Each record that follows is to be reproduced character for character, pictures excepted.
[Records provided]
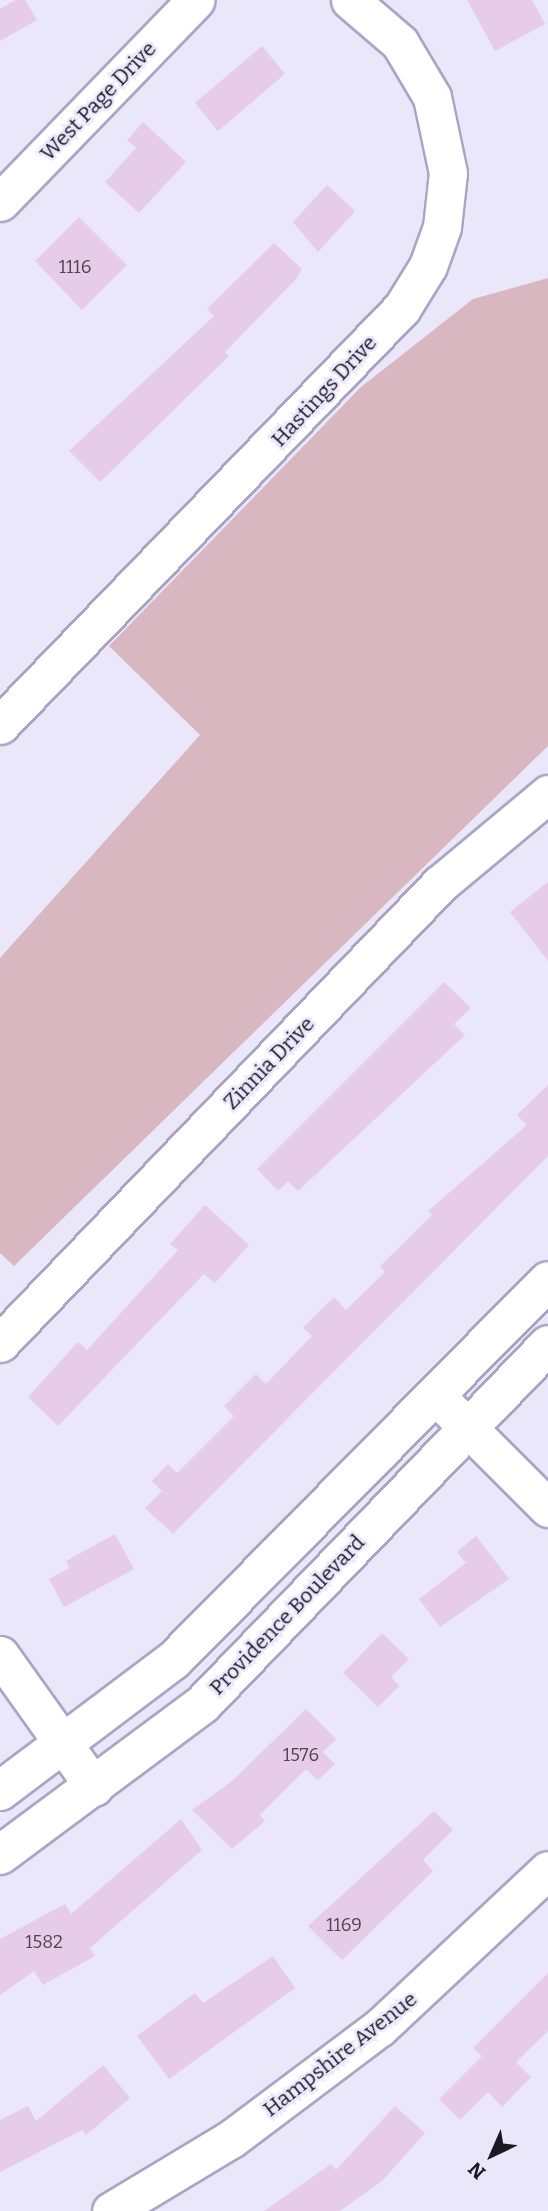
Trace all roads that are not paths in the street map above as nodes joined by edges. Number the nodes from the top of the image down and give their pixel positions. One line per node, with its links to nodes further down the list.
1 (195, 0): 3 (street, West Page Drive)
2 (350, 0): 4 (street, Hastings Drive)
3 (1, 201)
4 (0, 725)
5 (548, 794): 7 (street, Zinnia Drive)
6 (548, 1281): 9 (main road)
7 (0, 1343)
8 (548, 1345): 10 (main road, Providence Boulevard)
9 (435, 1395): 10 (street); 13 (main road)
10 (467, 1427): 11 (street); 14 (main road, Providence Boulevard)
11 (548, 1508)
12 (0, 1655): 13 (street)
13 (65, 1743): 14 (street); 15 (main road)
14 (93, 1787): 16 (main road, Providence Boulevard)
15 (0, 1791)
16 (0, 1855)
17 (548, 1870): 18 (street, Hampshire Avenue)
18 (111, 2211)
[/Records provided]
> [Expected answer]:
Trace all roads that are not paths in the street map above as nodes joined by edges. Number the nodes from the top of the image down and give their pixel positions. One line per node, with its links to nodes further down the list.
1 (195, 0): 3 (street, West Page Drive)
2 (350, 0): 4 (street, Hastings Drive)
3 (1, 201)
4 (0, 725)
5 (548, 794): 7 (street, Zinnia Drive)
6 (548, 1281): 9 (main road)
7 (0, 1343)
8 (548, 1345): 10 (main road, Providence Boulevard)
9 (435, 1395): 10 (street); 13 (main road)
10 (467, 1427): 11 (street); 14 (main road, Providence Boulevard)
11 (548, 1508)
12 (0, 1655): 13 (street)
13 (65, 1743): 14 (street); 15 (main road)
14 (93, 1787): 16 (main road, Providence Boulevard)
15 (0, 1791)
16 (0, 1855)
17 (548, 1870): 18 (street, Hampshire Avenue)
18 (111, 2211)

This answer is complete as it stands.